**What the task requires**
Pull out from the material below all lines with "dead".
*** Excerpted records Section Begins ***
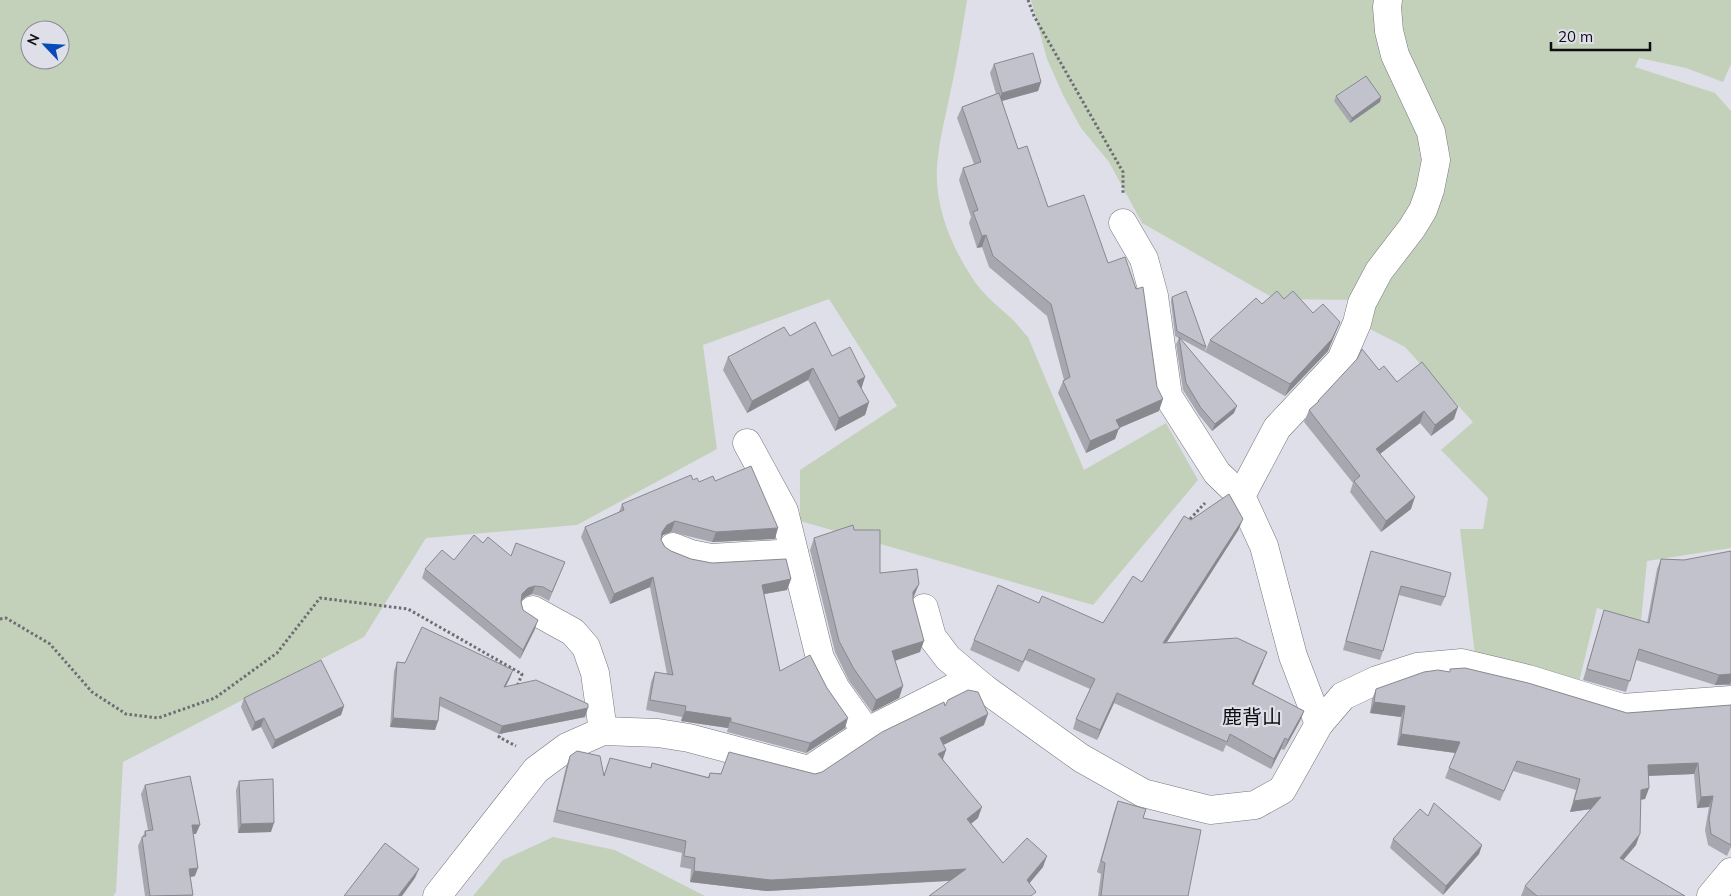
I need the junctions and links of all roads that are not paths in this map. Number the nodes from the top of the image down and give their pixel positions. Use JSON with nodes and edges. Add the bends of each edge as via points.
{"nodes":[{"id":1,"x":1388,"y":0,"type":"edge"},
{"id":2,"x":1123,"y":222,"type":"road end"},
{"id":3,"x":747,"y":443,"type":"dead end"},
{"id":4,"x":1241,"y":496,"type":"junction"},
{"id":5,"x":673,"y":547,"type":"dead end"},
{"id":6,"x":794,"y":553,"type":"junction"},
{"id":7,"x":924,"y":608,"type":"dead end"},
{"id":8,"x":533,"y":610,"type":"dead end"},
{"id":9,"x":985,"y":689,"type":"junction"},
{"id":10,"x":1730,"y":706,"type":"edge"},
{"id":11,"x":1319,"y":724,"type":"junction"},
{"id":12,"x":603,"y":731,"type":"junction"},
{"id":13,"x":867,"y":732,"type":"junction"},
{"id":14,"x":1731,"y":872,"type":"edge"},
{"id":15,"x":437,"y":896,"type":"edge"},
{"id":16,"x":1711,"y":896,"type":"edge"}],
"edges":[{"from":1,"to":4,"type":"street","via":[[1389,31],[1395,55],[1430,132],[1436,160],[1430,190],[1423,210],[1379,271],[1362,303],[1341,360],[1277,428]]},
{"from":2,"to":4,"type":"street","via":[[1144,260],[1154,296],[1168,396],[1217,473]]},
{"from":3,"to":6,"type":"street","via":[[784,511]]},
{"from":4,"to":11,"type":"street","via":[[1264,546],[1292,656]]},
{"from":5,"to":6,"type":"street","via":[[711,558]]},
{"from":6,"to":13,"type":"street","via":[[820,658],[836,689]]},
{"from":7,"to":9,"type":"street","via":[[932,637],[948,658]]},
{"from":8,"to":12,"type":"street","via":[[573,632],[586,647],[594,673]]},
{"from":9,"to":11,"type":"street","via":[[1080,758],[1142,793],[1210,810],[1255,805],[1282,790]]},
{"from":9,"to":13,"type":"street","via":[[959,685]]},
{"from":10,"to":11,"type":"street","via":[[1622,708],[1462,663],[1417,667],[1377,680],[1343,696]]},
{"from":12,"to":13,"type":"street","via":[[689,738],[809,770]]},
{"from":12,"to":15,"type":"street","via":[[567,747],[536,770]]},
{"from":14,"to":16,"type":"street"}]}
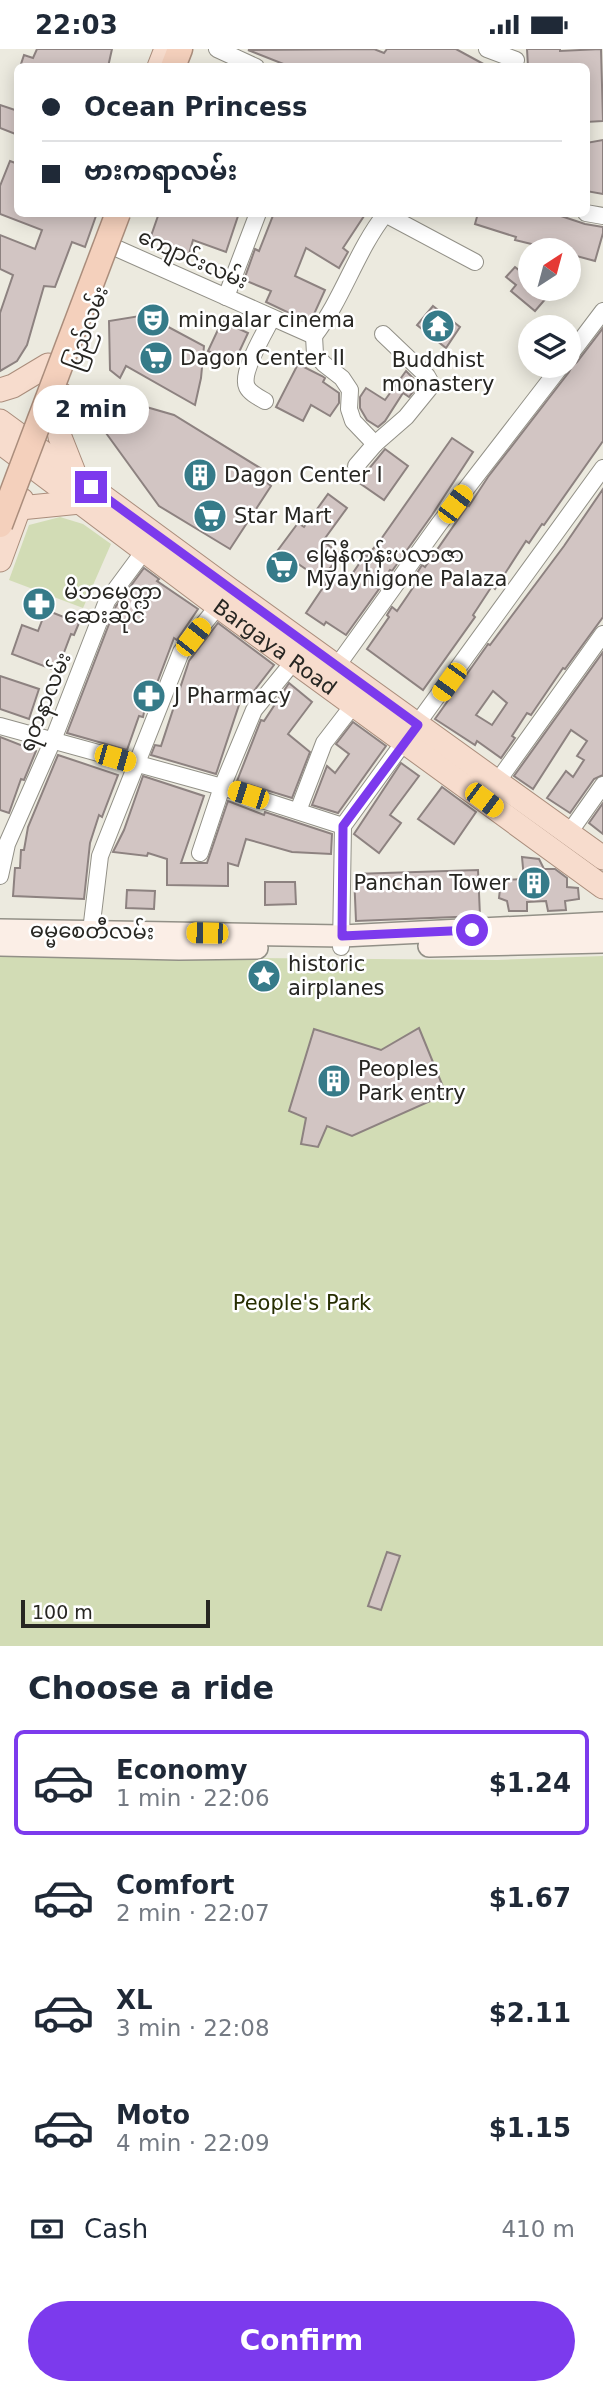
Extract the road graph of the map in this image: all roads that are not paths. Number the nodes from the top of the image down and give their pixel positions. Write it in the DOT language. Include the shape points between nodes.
graph roads {
  1 [pos="217,49"];
  2 [pos="487,49"];
  3 [pos="515,59"];
  4 [pos="247,63"];
  5 [pos="104,217"];
  6 [pos="116,217"];
  7 [pos="128,217"];
  8 [pos="256,217"];
  9 [pos="384,217"];
  10 [pos="392,217"];
  11 [pos="116,248"];
  12 [pos="475,262"];
  13 [pos="226,297"];
  14 [pos="603,311"];
  15 [pos="272,318"];
  16 [pos="383,334"];
  17 [pos="314,336"];
  18 [pos="581,340"];
  19 [pos="48,365"];
  20 [pos="552,378"];
  21 [pos="0,390"];
  22 [pos="62,395"];
  23 [pos="265,401"];
  24 [pos="0,421"];
  25 [pos="375,443"];
  26 [pos="22,450"];
  27 [pos="356,466"];
  28 [pos="603,468"];
  29 [pos="75,474"];
  30 [pos="10,502"];
  31 [pos="80,502"];
  32 [pos="0,525"];
  33 [pos="144,551"];
  34 [pos="0,560"];
  35 [pos="223,598"];
  36 [pos="603,634"];
  37 [pos="294,661"];
  38 [pos="337,666"];
  39 [pos="354,705"];
  40 [pos="0,726"];
  41 [pos="411,734"];
  42 [pos="53,740"];
  43 [pos="136,764"];
  44 [pos="497,782"];
  45 [pos="603,785"];
  46 [pos="222,787"];
  47 [pos="298,811"];
  48 [pos="343,826"];
  49 [pos="569,833"];
  50 [pos="200,853"];
  51 [pos="600,856"];
  52 [pos="0,876"];
  53 [pos="594,880"];
  54 [pos="603,923"];
  55 [pos="0,930"];
  56 [pos="91,931"];
  57 [pos="603,941"];
  58 [pos="342,942"];
  59 [pos="0,945"];
  1 -- 4 [label="street"];
  2 -- 3 [label="street"];
  5 -- 19 [label="main road, ပြည်လမ်း"];
  6 -- 32 [label="highway, bridge"];
  7 -- 11 [label="main road, ပြည်လမ်း"];
  8 -- 13 [label="street"];
  9 -- 17 [label="street"];
  10 -- 12 [label="street"];
  11 -- 13 [label="street, ကျောင်းလမ်း"];
  11 -- 22 [label="main road, ပြည်လမ်း"];
  13 -- 15 [label="street, ကျောင်းလမ်း"];
  14 -- 18 [label="street"];
  15 -- 17 [label="street, ကျောင်းလမ်း"];
  15 -- 23 [label="street" via="246,373 245,385"];
  16 -- 25 [label="street" via="432,385 406,417"];
  17 -- 25 [label="street" via="316,354 350,390 353,421"];
  19 -- 21 [label="main road"];
  19 -- 26 [label="main road, ပြည်လမ်း"];
  20 -- 38 [label="street"];
  22 -- 26 [label="main road, ပြည်လမ်း"];
  22 -- 29 [label="main road" via="58,425"];
  24 -- 26 [label="main road"];
  25 -- 27 [label="street"];
  26 -- 29 [label="main road"];
  26 -- 30 [label="main road, ပြည်လမ်း"];
  26 -- 31 [label="main road"];
  28 -- 41 [label="street"];
  29 -- 35 [label="main road"];
  30 -- 31 [label="main road"];
  30 -- 34 [label="main road, ပြည်လမ်း"];
  31 -- 33 [label="main road, Bargaya Road"];
  33 -- 35 [label="main road, Bargaya Road"];
  33 -- 42 [label="street, ရတနာလမ်း" via="107,601"];
  35 -- 37 [label="main road, Bargaya Road"];
  35 -- 38 [label="main road"];
  35 -- 43 [label="street" via="181,652"];
  36 -- 44 [label="street"];
  37 -- 39 [label="main road, Bargaya Road"];
  37 -- 46 [label="street" via="254,710"];
  38 -- 41 [label="main road"];
  39 -- 41 [label="main road, Bargaya Road"];
  39 -- 47 [label="street" via="324,743"];
  40 -- 42 [label="street"];
  41 -- 44 [label="main road"];
  41 -- 48 [label="street"];
  41 -- 53 [label="main road"];
  42 -- 43 [label="street"];
  42 -- 52 [label="street, ရတနာလမ်း" via="7,844"];
  43 -- 46 [label="street"];
  43 -- 56 [label="street" via="100,856"];
  44 -- 49 [label="main road"];
  45 -- 49 [label="street"];
  46 -- 47 [label="street"];
  46 -- 50 [label="street"];
  47 -- 48 [label="street"];
  48 -- 58 [label="street"];
  49 -- 51 [label="main road"];
  51 -- 53 [label="main road"];
  54 -- 58 [label="main road, ဓမ္မစေတီလမ်း"];
  55 -- 56 [label="main road, ဓမ္မစေတီလမ်း"];
  56 -- 58 [label="main road, ဓမ္မစေတီလမ်း"];
  57 -- 58 [label="main road, ဓမ္မစေတီလမ်း"];
  58 -- 59 [label="main road, ဓမ္မစေတီလမ်း" via="179,949"];
}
*** Excerpted records Section Ends ***
**Answer to the exercise**
{"id":3,"x":747,"y":443,"type":"dead end"},
{"id":5,"x":673,"y":547,"type":"dead end"},
{"id":7,"x":924,"y":608,"type":"dead end"},
{"id":8,"x":533,"y":610,"type":"dead end"},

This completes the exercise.